The other key updates are the following:
• Russian forces shot down three missiles targeting the Crimean peninsula on Sunday, a Russian official said. The peninsula, which Moscow annexed from Ukraine in 2014, is crucial to Russia’s military offensive, both for supplying troops in southern Ukraine and for carrying out missile strikes from the sea, AFP reports.
• It is likely that Russia has suffered 150,000-190,000 permanent casualties (killed or permanently wounded) since the Ukraine war began, according to the latest update from the UK’s Ministry of Defense. If the numbers of temporary wounded (those recovered and due to return to the battlefield) are added, that number rises to 240,000-290,000, the MoD said on X.
• Russian troops attacked the village of Stanislav in Kherson region overnight on 22 October, damaging over 30 houses, though no casualties were reported.
• Ukraine fears a drone shortage due to China’s move to place restrictions on exports, the BBC reports. The war in Ukraine is the first armed conflict to see such extensive use of drones, which are used by both sides. Many of them are commercially made in China and bought off the shelf, and new supplies are vital because of the large numbers lost in the fighting.

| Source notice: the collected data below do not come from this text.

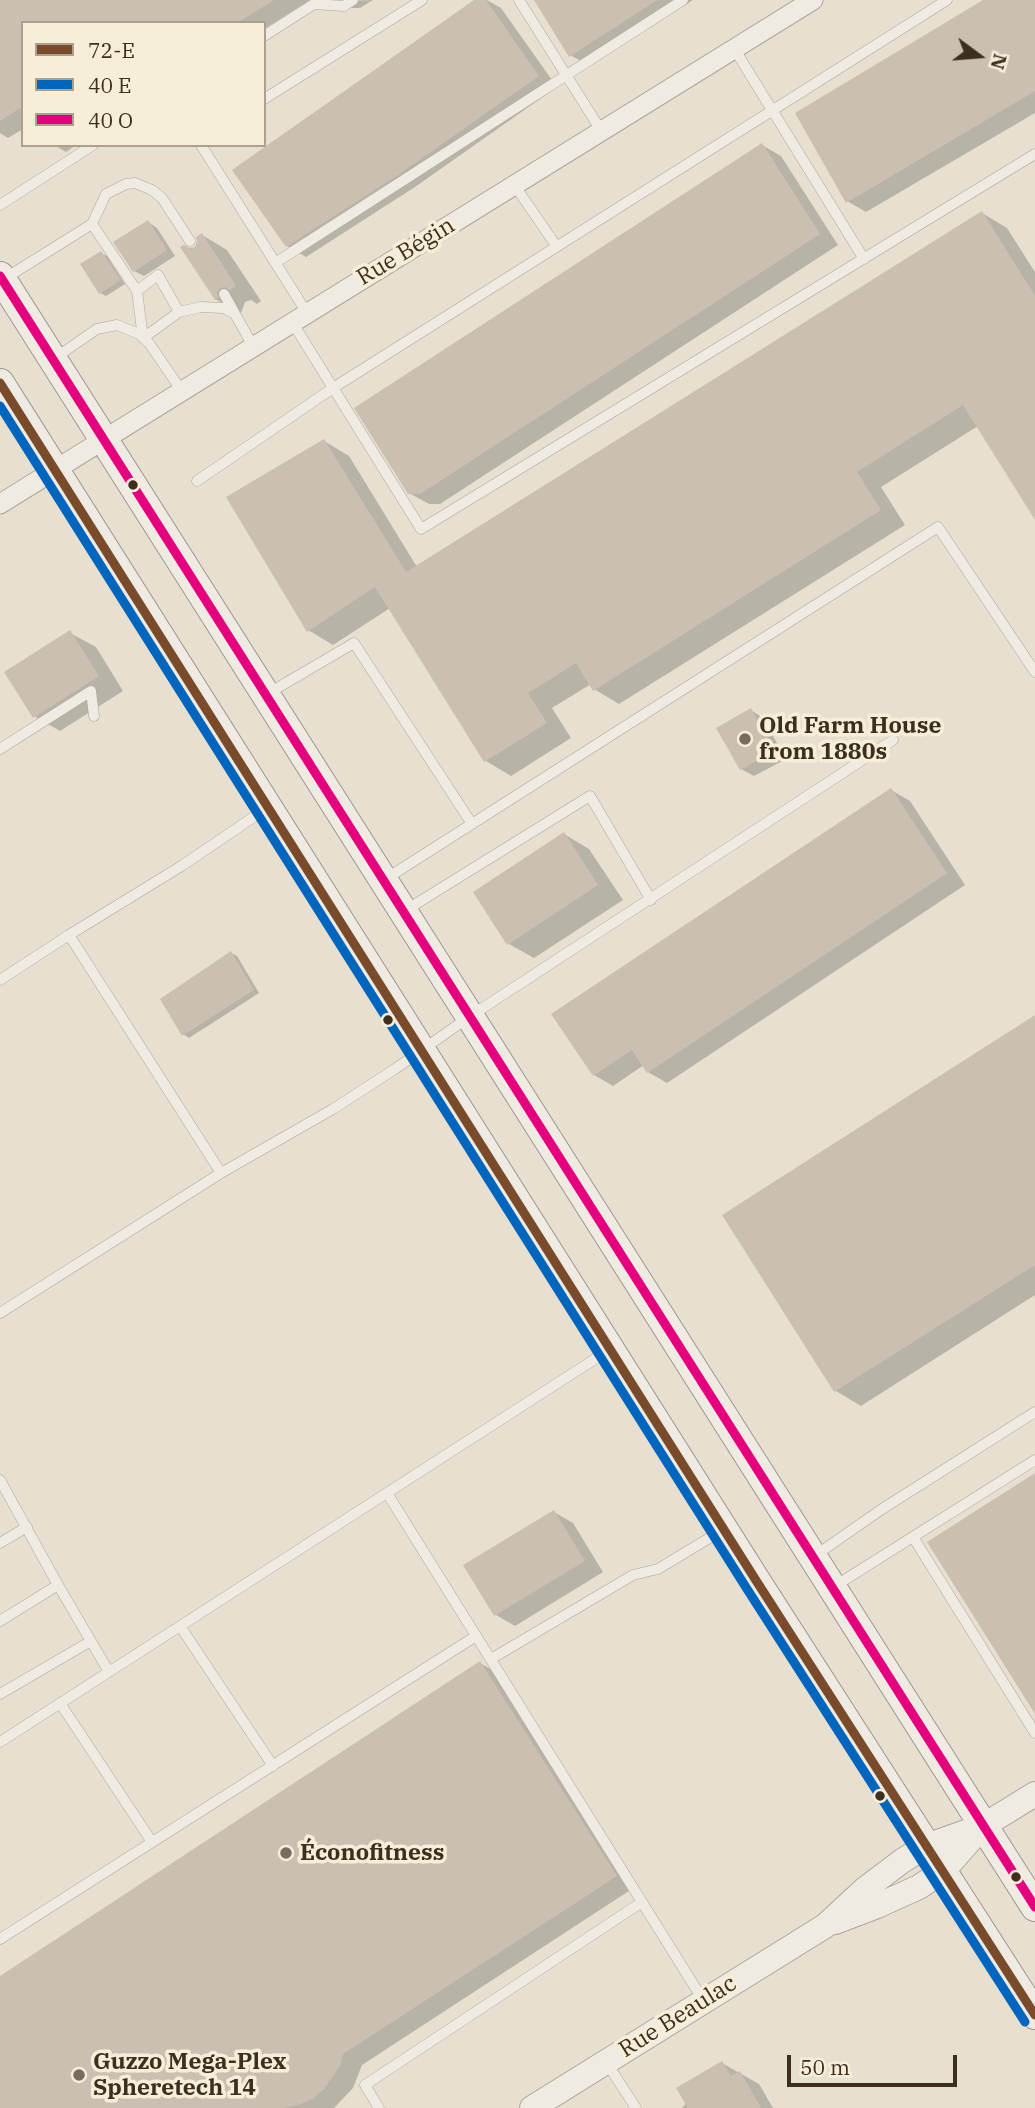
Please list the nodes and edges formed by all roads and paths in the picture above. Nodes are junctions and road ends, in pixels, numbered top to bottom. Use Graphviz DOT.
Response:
graph roads {
  1 [pos="353,0"];
  2 [pos="422,0"];
  3 [pos="519,0"];
  4 [pos="683,0"];
  5 [pos="813,0"];
  6 [pos="947,0"];
  7 [pos="266,35"];
  8 [pos="734,50"];
  9 [pos="566,75"];
  10 [pos="266,98"];
  11 [pos="772,111"];
  12 [pos="602,132"];
  13 [pos="90,147"];
  14 [pos="202,147"];
  15 [pos="1035,154"];
  16 [pos="514,186"];
  17 [pos="0,205"];
  18 [pos="92,224"];
  19 [pos="190,241"];
  20 [pos="557,247"];
  21 [pos="863,259"];
  22 [pos="275,263"];
  23 [pos="1,278"];
  24 [pos="137,291"];
  25 [pos="224,294"];
  26 [pos="179,312"];
  27 [pos="235,314"];
  28 [pos="299,317"];
  29 [pos="143,338"];
  30 [pos="254,346"];
  31 [pos="52,360"];
  32 [pos="0,383"];
  33 [pos="333,388"];
  34 [pos="181,390"];
  35 [pos="103,440"];
  36 [pos="55,470"];
  37 [pos="197,481"];
  38 [pos="0,504"];
  39 [pos="1035,672"];
  40 [pos="265,695"];
  41 [pos="94,716"];
  42 [pos="893,740"];
  43 [pos="0,749"];
  44 [pos="268,808"];
  45 [pos="472,824"];
  46 [pos="383,880"];
  47 [pos="651,900"];
  48 [pos="403,913"];
  49 [pos="69,935"];
  50 [pos="0,980"];
  51 [pos="469,1017"];
  52 [pos="421,1050"];
  53 [pos="221,1173"];
  54 [pos="0,1313"];
  55 [pos="611,1348"];
  56 [pos="1035,1412"];
  57 [pos="1035,1460"];
  58 [pos="0,1480"];
  59 [pos="3,1492"];
  60 [pos="387,1493"];
  61 [pos="27,1527"];
  62 [pos="724,1529"];
  63 [pos="912,1537"];
  64 [pos="0,1543"];
  65 [pos="812,1557"];
  66 [pos="58,1585"];
  67 [pos="832,1588"];
  68 [pos="0,1621"];
  69 [pos="180,1626"];
  70 [pos="476,1636"];
  71 [pos="92,1641"];
  72 [pos="491,1659"];
  73 [pos="109,1672"];
  74 [pos="0,1694"];
  75 [pos="60,1703"];
  76 [pos="1035,1732"];
  77 [pos="0,1742"];
  78 [pos="273,1766"];
  79 [pos="1035,1794"];
  80 [pos="983,1826"];
  81 [pos="152,1842"];
  82 [pos="926,1846"];
  83 [pos="943,1871"];
  84 [pos="642,1902"];
  85 [pos="1035,1908"];
  86 [pos="825,1926"];
  87 [pos="0,1939"];
  88 [pos="703,2001"];
  89 [pos="1035,2015"];
  90 [pos="605,2062"];
  91 [pos="379,2108"];
  92 [pos="532,2108"];
  93 [pos="636,2108"];
  1 -- 7 [label="lane"];
  2 -- 10 [label="lane"];
  3 -- 9 [label="lane"];
  4 -- 9 [label="lane"];
  5 -- 8 [label="street, Rue Bégin"];
  6 -- 11 [label="lane"];
  8 -- 11 [label="lane"];
  8 -- 12 [label="street, Rue Bégin"];
  9 -- 12 [label="lane"];
  9 -- 22 [label="lane"];
  11 -- 20 [label="lane"];
  11 -- 21 [label="lane"];
  12 -- 16 [label="street, Rue Bégin"];
  13 -- 17 [label="lane"];
  14 -- 22 [label="lane"];
  15 -- 21 [label="lane"];
  16 -- 20 [label="lane"];
  16 -- 28 [label="street, Rue Bégin"];
  18 -- 19 [label="lane"];
  18 -- 23 [label="lane"];
  18 -- 24 [label="lane"];
  20 -- 33 [label="lane"];
  21 -- 33 [label="lane"];
  22 -- 28 [label="lane"];
  23 -- 31 [label="main road"];
  24 -- 26 [label="lane"];
  24 -- 29 [label="lane"];
  25 -- 27 [label="lane"];
  26 -- 27 [label="lane"];
  26 -- 29 [label="lane"];
  27 -- 30 [label="lane"];
  28 -- 30 [label="street, Rue Bégin"];
  28 -- 33 [label="lane"];
  29 -- 31 [label="lane"];
  29 -- 34 [label="lane"];
  30 -- 34 [label="street, Rue Bégin"];
  31 -- 35 [label="main road"];
  32 -- 36 [label="main road"];
  33 -- 37 [label="lane"];
  34 -- 35 [label="street, Rue Bégin"];
  35 -- 36 [label="street, Rue Bégin"];
  35 -- 40 [label="main road"];
  36 -- 38 [label="street, Rue Bégin"];
  36 -- 44 [label="main road"];
  39 -- 45 [label="lane"];
  40 -- 45 [label="lane"];
  40 -- 46 [label="main road"];
  41 -- 43 [label="lane"];
  42 -- 47 [label="lane"];
  44 -- 49 [label="lane"];
  44 -- 52 [label="main road"];
  45 -- 46 [label="lane"];
  46 -- 48 [label="main road"];
  47 -- 48 [label="lane"];
  47 -- 51 [label="lane"];
  48 -- 51 [label="main road"];
  49 -- 50 [label="lane"];
  49 -- 53 [label="lane"];
  51 -- 52 [label="lane"];
  51 -- 65 [label="main road"];
  52 -- 53 [label="lane"];
  52 -- 55 [label="main road"];
  53 -- 54 [label="lane"];
  55 -- 60 [label="lane"];
  55 -- 62 [label="main road"];
  56 -- 65 [label="lane"];
  57 -- 63 [label="lane"];
  58 -- 59 [label="lane"];
  59 -- 61 [label="lane"];
  60 -- 69 [label="lane"];
  60 -- 70 [label="lane"];
  61 -- 64 [label="lane"];
  61 -- 66 [label="lane"];
  62 -- 72 [label="lane"];
  62 -- 82 [label="main road"];
  63 -- 67 [label="lane"];
  63 -- 76 [label="lane"];
  65 -- 67 [label="main road"];
  66 -- 68 [label="lane"];
  66 -- 71 [label="lane"];
  67 -- 80 [label="main road"];
  69 -- 73 [label="lane"];
  69 -- 78 [label="lane"];
  70 -- 72 [label="lane"];
  70 -- 78 [label="lane"];
  71 -- 73 [label="lane"];
  71 -- 74 [label="lane"];
  72 -- 84 [label="lane"];
  73 -- 75 [label="lane"];
  75 -- 77 [label="lane"];
  75 -- 81 [label="lane"];
  78 -- 81 [label="lane"];
  79 -- 80 [label="street, Rue Beaulac"];
  80 -- 82 [label="street, Rue Beaulac"];
  80 -- 83 [label="street, Rue Beaulac"];
  80 -- 85 [label="main road"];
  81 -- 87 [label="lane"];
  82 -- 83 [label="main road"];
  82 -- 86 [label="street, Rue Beaulac"];
  83 -- 86 [label="street, Rue Beaulac"];
  83 -- 89 [label="main road"];
  84 -- 88 [label="lane"];
  84 -- 91 [label="lane"];
  86 -- 88 [label="street, Rue Beaulac"];
  88 -- 90 [label="street, Rue Beaulac"];
  90 -- 92 [label="street, Rue Beaulac"];
  90 -- 93 [label="lane"];
}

• Russia’s Gazprom, looking to compensate for the loss of most of its European markets, will supply extra gas to Hungary and China. Hungary is the only member of the EU whose leader, prime minister Viktor Orbán, has maintained friendly ties to Putin and is seen as the key potential opponent to a decision due in December on whether to open EU accession talks with Ukraine, which would require the unanimous backing of the bloc’s 27 members.